No ambiente de trabalho, isso se traduz em escolhas mais sutis, mas com impacto real. Minha equipe de vendas, por exemplo, pede softwares que anotam automaticamente reuniões e jogam tudo no HubSpot. Parece prático. Mas será que os torna melhores profissionais?
Eu me lembro das coisas porque as escrevo. Ao registrar, processo e revisito a informação. Quando a IA faz isso por mim, perco retenção. Ganha-se tempo, mas perde-se compreensão. Isso é progresso?

Pesquisas sugerem que não. Um estudo misto mostrou correlação negativa entre uso intenso de ferramentas de IA e habilidades de pensamento crítico, mediada pela chamada “terceirização cognitiva”. Quanto mais delegamos à tecnologia, mais arriscamos enfraquecer nossas próprias capacidades.

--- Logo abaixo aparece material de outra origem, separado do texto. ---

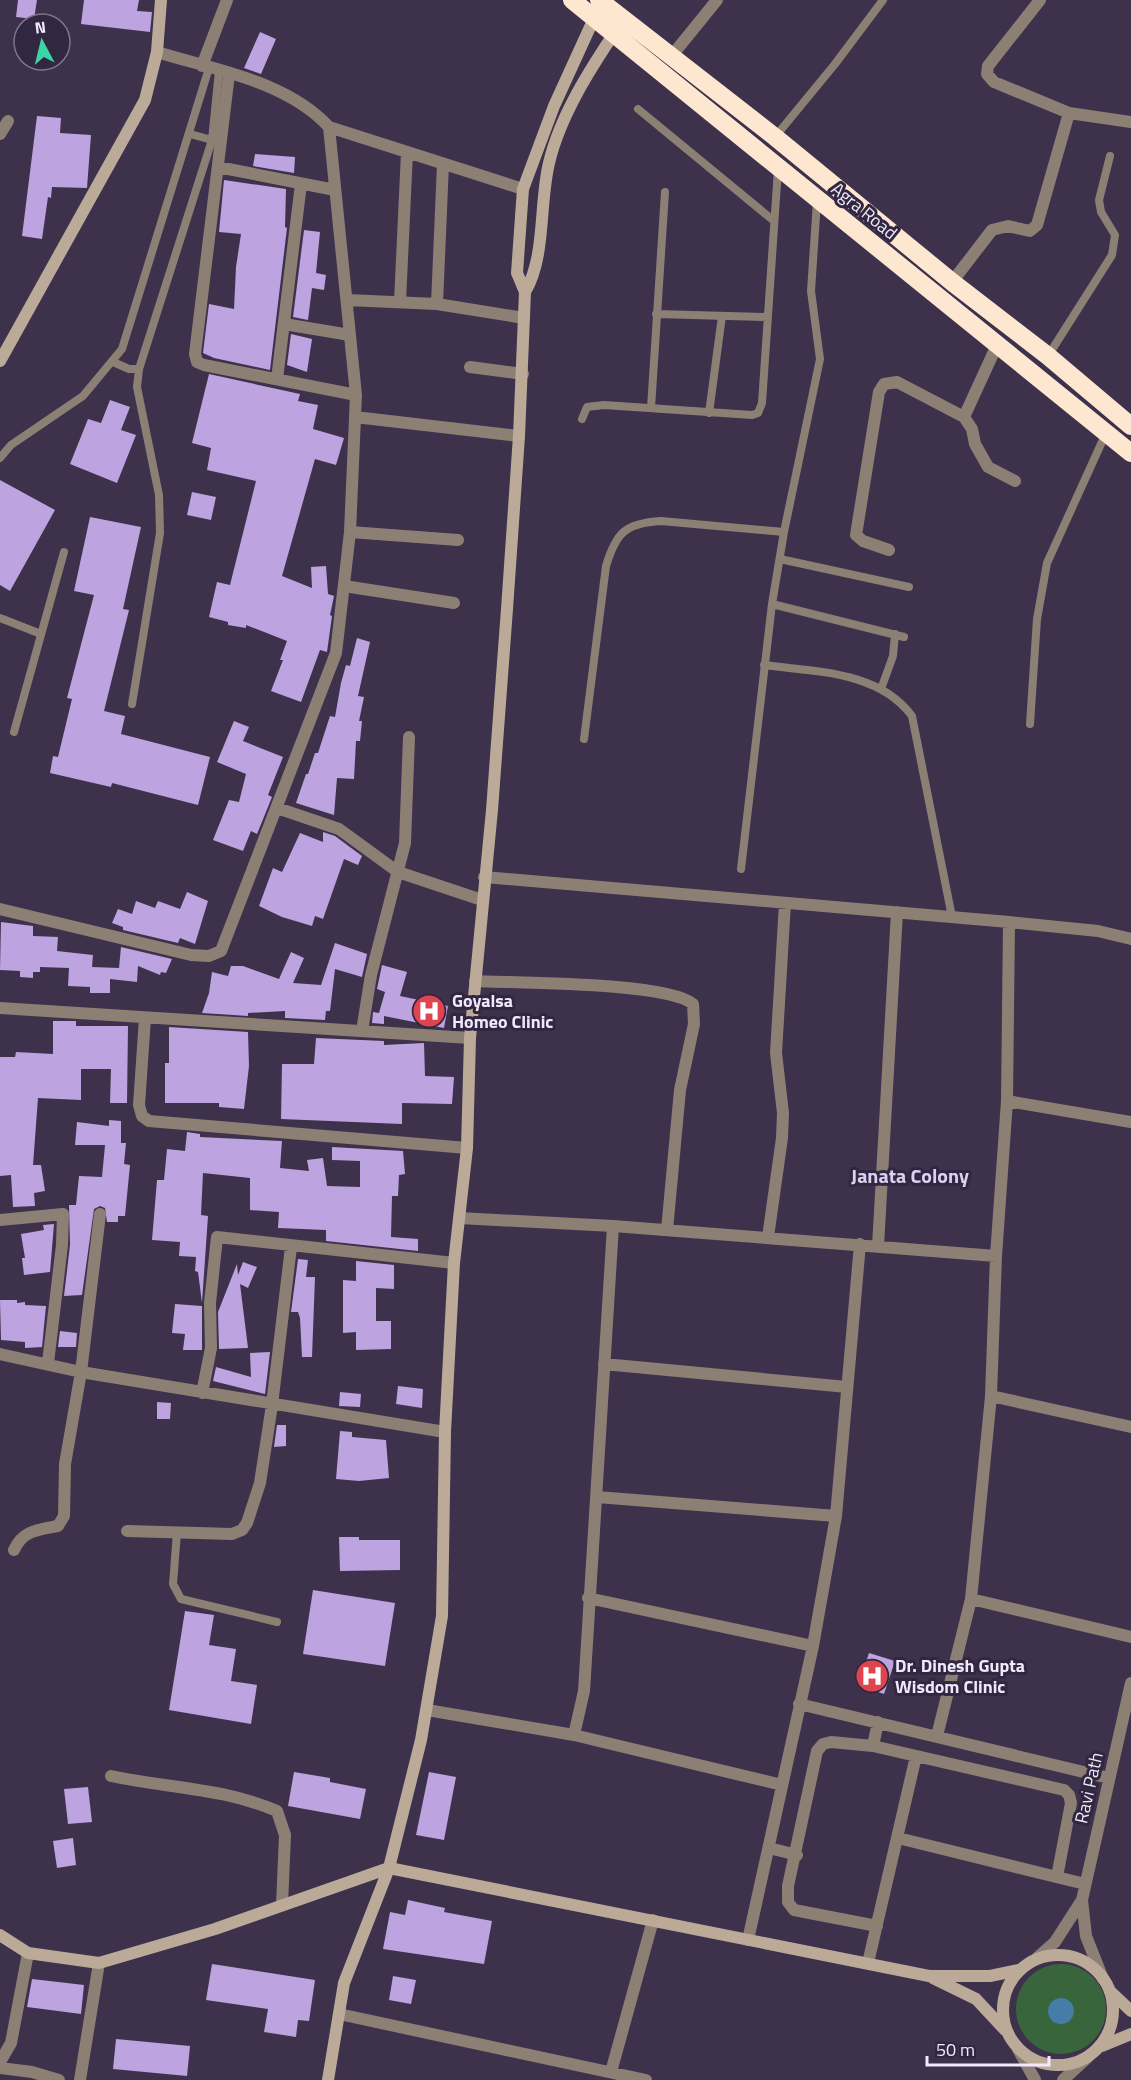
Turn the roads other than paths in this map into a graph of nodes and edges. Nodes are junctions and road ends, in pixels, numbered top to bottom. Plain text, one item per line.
1 (161, 0) edge
2 (226, 0) edge
3 (572, 0) edge
4 (717, 0) edge
5 (883, 0) edge
6 (1040, 0) edge
7 (598, 7) edge
8 (618, 27) junction
9 (157, 52) junction
10 (670, 58) junction
11 (215, 70) junction
12 (638, 109) dead end
13 (1069, 113) junction
14 (8, 121) dead end
15 (1131, 122) edge
16 (329, 127) junction
17 (0, 134) edge
18 (190, 134) junction
19 (775, 136) junction
20 (212, 140) junction
21 (407, 152) junction
22 (1110, 156) dead end
23 (443, 164) junction
24 (218, 167) junction
25 (778, 169) junction
26 (301, 184) junction
27 (523, 189) junction
28 (335, 190) junction
29 (665, 192) dead end
30 (817, 201) junction
31 (520, 210) junction
32 (541, 210) junction
33 (774, 221) junction
34 (952, 282) junction
35 (525, 292) junction
36 (347, 300) junction
37 (400, 302) junction
38 (437, 304) junction
39 (656, 314) junction
40 (722, 316) junction
41 (768, 317) junction
42 (524, 318) junction
43 (284, 324) junction
44 (350, 335) junction
45 (997, 345) junction
46 (1048, 356) junction
47 (0, 362) edge
48 (113, 362) junction
49 (470, 367) dead end
50 (139, 369) junction
51 (523, 374) junction
52 (277, 379) junction
53 (356, 395) junction
54 (651, 408) junction
55 (709, 413) junction
56 (355, 417) junction
57 (964, 417) junction
58 (582, 419) dead end
59 (1131, 426) edge
60 (1106, 432) junction
61 (519, 436) junction
62 (1131, 453) edge
63 (0, 458) edge
64 (1016, 481) dead end
65 (350, 532) junction
66 (784, 532) junction
67 (458, 540) dead end
68 (889, 550) dead end
69 (64, 552) dead end
70 (780, 559) junction
71 (344, 586) junction
72 (909, 588) dead end
73 (454, 603) dead end
74 (772, 604) junction
75 (0, 618) edge
76 (41, 634) junction
77 (764, 665) junction
78 (881, 689) junction
79 (132, 705) dead end
80 (1030, 724) dead end
81 (14, 732) dead end
82 (409, 737) dead end
83 (584, 739) dead end
84 (278, 808) junction
85 (741, 869) dead end
86 (398, 872) junction
87 (484, 877) junction
88 (482, 900) junction
89 (785, 903) junction
90 (0, 909) edge
91 (897, 912) junction
92 (952, 917) junction
93 (1009, 922) junction
94 (1131, 939) edge
95 (475, 981) junction
96 (0, 1008) edge
97 (145, 1018) junction
98 (362, 1031) junction
99 (470, 1038) junction
100 (1007, 1101) junction
101 (1131, 1122) edge
102 (467, 1148) junction
103 (100, 1214) dead end
104 (459, 1218) junction
105 (0, 1220) edge
106 (613, 1226) junction
107 (667, 1230) junction
108 (768, 1237) junction
109 (860, 1244) junction
110 (878, 1246) junction
111 (291, 1247) junction
112 (996, 1256) junction
113 (454, 1263) junction
114 (0, 1354) edge
115 (48, 1363) junction
116 (604, 1364) junction
117 (81, 1372) junction
118 (847, 1387) junction
119 (202, 1393) junction
120 (991, 1396) junction
121 (272, 1405) junction
122 (1131, 1427) edge
123 (445, 1432) junction
124 (597, 1497) junction
125 (836, 1516) junction
126 (127, 1531) dead end
127 (177, 1532) junction
128 (14, 1550) dead end
129 (588, 1598) junction
130 (971, 1599) junction
131 (277, 1622) dead end
132 (1131, 1637) edge
133 (813, 1646) junction
134 (1131, 1683) edge
135 (799, 1704) junction
136 (427, 1710) junction
137 (878, 1722) junction
138 (574, 1735) junction
139 (937, 1736) junction
140 (873, 1746) junction
141 (916, 1756) junction
142 (1026, 1758) junction
143 (111, 1776) dead end
144 (1109, 1778) junction
145 (1022, 1780) junction
146 (782, 1785) junction
147 (897, 1838) junction
148 (769, 1848) junction
149 (797, 1855) junction
150 (389, 1868) junction
151 (1057, 1877) junction
152 (1085, 1884) junction
153 (1082, 1900) junction
154 (282, 1905) junction
155 (653, 1920) junction
156 (877, 1926) junction
157 (0, 1935) edge
158 (748, 1940) junction
159 (28, 1953) junction
160 (1037, 1958) junction
161 (99, 1962) junction
162 (868, 1963) junction
163 (1019, 1970) junction
164 (929, 1976) junction
165 (1103, 1979) junction
166 (1112, 1992) junction
167 (1131, 2011) edge
168 (339, 2013) junction
169 (1007, 2032) junction
170 (1131, 2034) edge
171 (1102, 2046) junction
172 (1018, 2049) junction
173 (1088, 2057) junction
174 (0, 2062) edge
175 (0, 2068) edge
176 (611, 2072) junction
177 (58, 2080) edge
178 (80, 2080) edge
179 (327, 2080) edge
180 (646, 2080) edge
181 (1035, 2080) edge
182 (1063, 2080) edge

1 - 9 street
2 - 11 street
3 - 7 highway, Agra Road
4 - 10 street
5 - 19 lane
6 - 13 street
7 - 8 highway, Agra Road
7 - 27 street
8 - 10 highway, Agra Road
8 - 25 highway, Agra Road
8 - 32 street
9 - 11 street
9 - 47 street
10 - 19 highway, Agra Road
11 - 16 street
11 - 18 lane
11 - 20 lane
11 - 24 street
12 - 33 lane
13 - 15 street
13 - 34 street
14 - 17 street
16 - 21 street
16 - 28 street
18 - 20 lane
18 - 48 lane
19 - 34 highway, Agra Road
20 - 50 lane
21 - 23 street
21 - 37 street
22 - 46 lane
23 - 27 street
23 - 38 street
24 - 26 street
24 - 52 street
25 - 30 highway, Agra Road
25 - 33 lane
26 - 28 street
26 - 43 street
27 - 31 street
28 - 36 street
29 - 39 lane
30 - 45 highway, Agra Road
30 - 66 lane
31 - 32 street
31 - 35 street
32 - 35 street
33 - 41 lane
34 - 46 highway, Agra Road
35 - 42 street
36 - 37 street
36 - 44 street
37 - 38 street
38 - 42 street
39 - 40 lane
39 - 54 lane
40 - 41 lane
40 - 55 lane
41 - 55 lane
42 - 51 street
43 - 44 street
43 - 52 street
44 - 53 street
45 - 57 street
45 - 60 highway, Agra Road
46 - 59 highway, Agra Road
48 - 50 lane
48 - 63 lane
49 - 51 street
50 - 79 lane
51 - 61 street
52 - 53 street
53 - 56 street
54 - 55 lane
54 - 58 lane
56 - 61 street
56 - 65 street
57 - 64 street
57 - 68 street
60 - 62 highway, Agra Road
60 - 80 lane
61 - 87 street
65 - 67 street
65 - 71 street
66 - 70 lane
66 - 83 lane
69 - 76 lane
70 - 72 lane
70 - 74 lane
71 - 73 street
71 - 84 street
74 - 77 lane
74 - 78 lane
75 - 76 lane
76 - 81 lane
77 - 78 lane
77 - 85 lane
78 - 92 lane
82 - 86 street
84 - 86 street
84 - 90 street
86 - 88 street
86 - 98 street
87 - 88 street
87 - 89 street
88 - 95 street
89 - 91 street
89 - 108 street
91 - 92 street
91 - 110 street
92 - 93 street
93 - 94 street
93 - 100 street
95 - 99 street
95 - 107 street
96 - 97 street
97 - 98 street
97 - 102 street
98 - 99 street
99 - 102 street
100 - 101 street
100 - 112 street
102 - 104 street
103 - 117 street
104 - 106 street
104 - 113 street
105 - 115 street
106 - 107 street
106 - 116 street
107 - 108 street
108 - 109 street
109 - 110 street
109 - 118 street
110 - 112 street
111 - 113 street
111 - 119 street
111 - 121 street
112 - 120 street
113 - 123 street
114 - 115 street
115 - 117 street
116 - 118 street
116 - 124 street
117 - 119 street
117 - 128 street
118 - 125 street
119 - 121 street
120 - 122 street
120 - 130 street
121 - 123 street
121 - 127 street
123 - 136 street
124 - 125 street
124 - 129 street
125 - 133 street
126 - 127 street
127 - 131 lane
129 - 133 street
129 - 138 street
130 - 132 street
130 - 139 street
133 - 135 street
134 - 144 street, Ravi Path
135 - 137 street
135 - 146 street
136 - 138 street
136 - 150 street
137 - 139 street
137 - 140 street
138 - 146 street
139 - 142 street
140 - 141 street
140 - 149 street
141 - 145 street
141 - 147 street
142 - 144 street
142 - 145 street
143 - 154 street
144 - 152 street, Ravi Path
145 - 151 street
146 - 148 street
147 - 151 street
147 - 156 street
148 - 149 street
148 - 158 street
149 - 156 street
150 - 154 street
150 - 155 street
150 - 168 street
151 - 152 street
152 - 153 street, Ravi Path
153 - 160 street
153 - 165 street
154 - 161 street
155 - 158 street
155 - 176 street
156 - 162 street
157 - 159 street
158 - 162 street
159 - 161 street
159 - 174 street
160 - 163 street
160 - 165 street
161 - 178 street
162 - 164 street
163 - 164 street
163 - 169 street
164 - 169 street
165 - 166 street
166 - 167 street
166 - 171 street
168 - 176 street
168 - 179 street
169 - 172 street
170 - 171 street
171 - 173 street
172 - 173 street
172 - 181 street
173 - 182 street
175 - 177 street
176 - 180 street

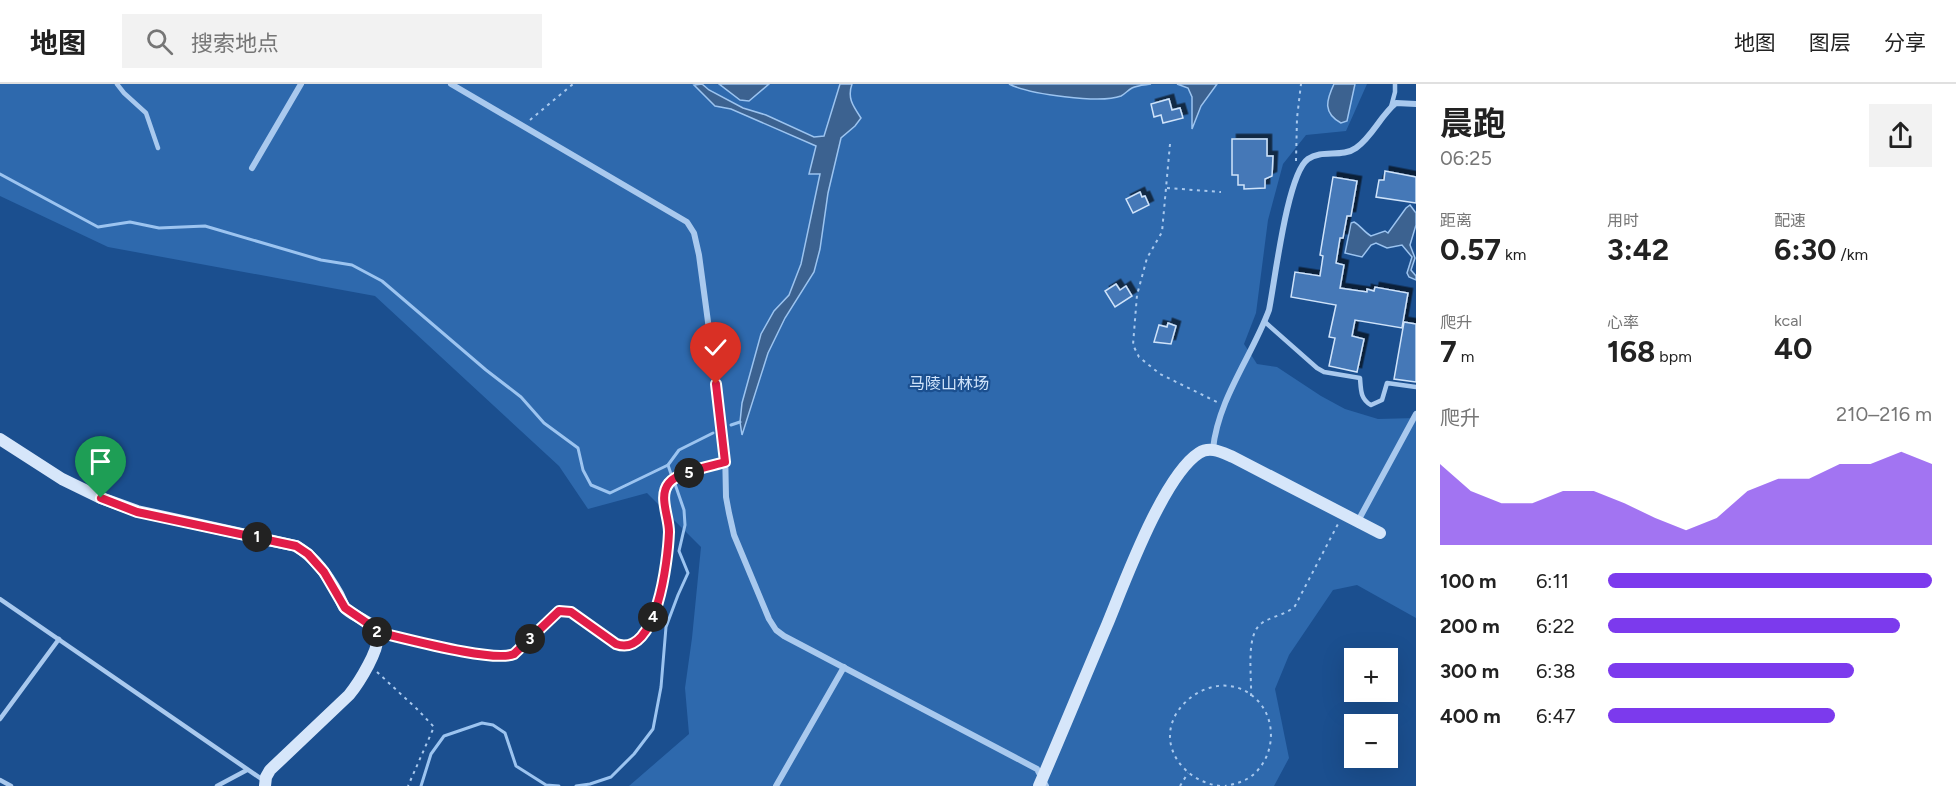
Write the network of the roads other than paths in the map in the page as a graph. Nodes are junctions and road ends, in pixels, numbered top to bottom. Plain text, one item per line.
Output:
1 (117, 84) edge
2 (301, 84) edge
3 (452, 84) edge
4 (1395, 84) edge
5 (1416, 104) edge
6 (1391, 107) junction
7 (158, 148) dead end
8 (252, 168) dead end
9 (1265, 322) junction
10 (1416, 387) edge
11 (1416, 414) edge
12 (0, 439) edge
13 (1213, 449) junction
14 (1354, 520) junction
15 (1380, 533) dead end
16 (0, 599) edge
17 (58, 639) junction
18 (844, 667) junction
19 (0, 719) edge
20 (247, 770) junction
21 (0, 780) edge
22 (1042, 783) edge
23 (265, 784) edge
24 (11, 786) edge
25 (217, 786) edge
26 (776, 786) edge

1 - 7 lane
2 - 8 street
3 - 18 street
4 - 6 lane
5 - 6 street
6 - 9 street
9 - 10 lane
9 - 13 street
11 - 14 street
12 - 23 street
13 - 14 street
13 - 22 street
14 - 15 street
16 - 17 lane
17 - 19 lane
17 - 20 lane
18 - 22 street
18 - 26 street
20 - 23 lane
20 - 25 lane
21 - 24 lane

E há outro lado da moeda: mesmo com mais ferramentas do que nunca, não estamos trabalhando menos. Estamos trabalhando mais. Onde está o ganho de eficiência? Se as ferramentas realmente nos tornassem mais produtivos, isso deveria aparecer em tempo poupado ou em menos estresse.
COMO AVALIAR A TECNOLOGIA QUE USAMOS
O problema não está na tecnologia em si, mas na forma como a adotamos sem fazer as perguntas certas. Supomos que ela trará benefícios porque assim nos é vendida. Mas nem toda eficiência tem valor real. Hoje, antes de adotar uma novidade, passo a me perguntar:
- Isso simplifica algo que está complexo demais?
- Vai ajudar minha equipe a pensar melhor, ou apenas a ser mais rápida?
- Estamos ganhando clareza ou apenas evitando atrito?
Automatizar tarefas repetitivas pode ser útil, mas não deve custar compreensão, conexão ou confiança.
Uma das melhores decisões que tomei no ano passado foi eliminar integrações redundantes. Isso não apenas economizou orçamento, mas reduziu a carga cognitiva: menos abas abertas, menos confusão sobre onde cada tarefa estava.
Às vezes, a melhor tecnologia é a que gera menos ruído, não mais.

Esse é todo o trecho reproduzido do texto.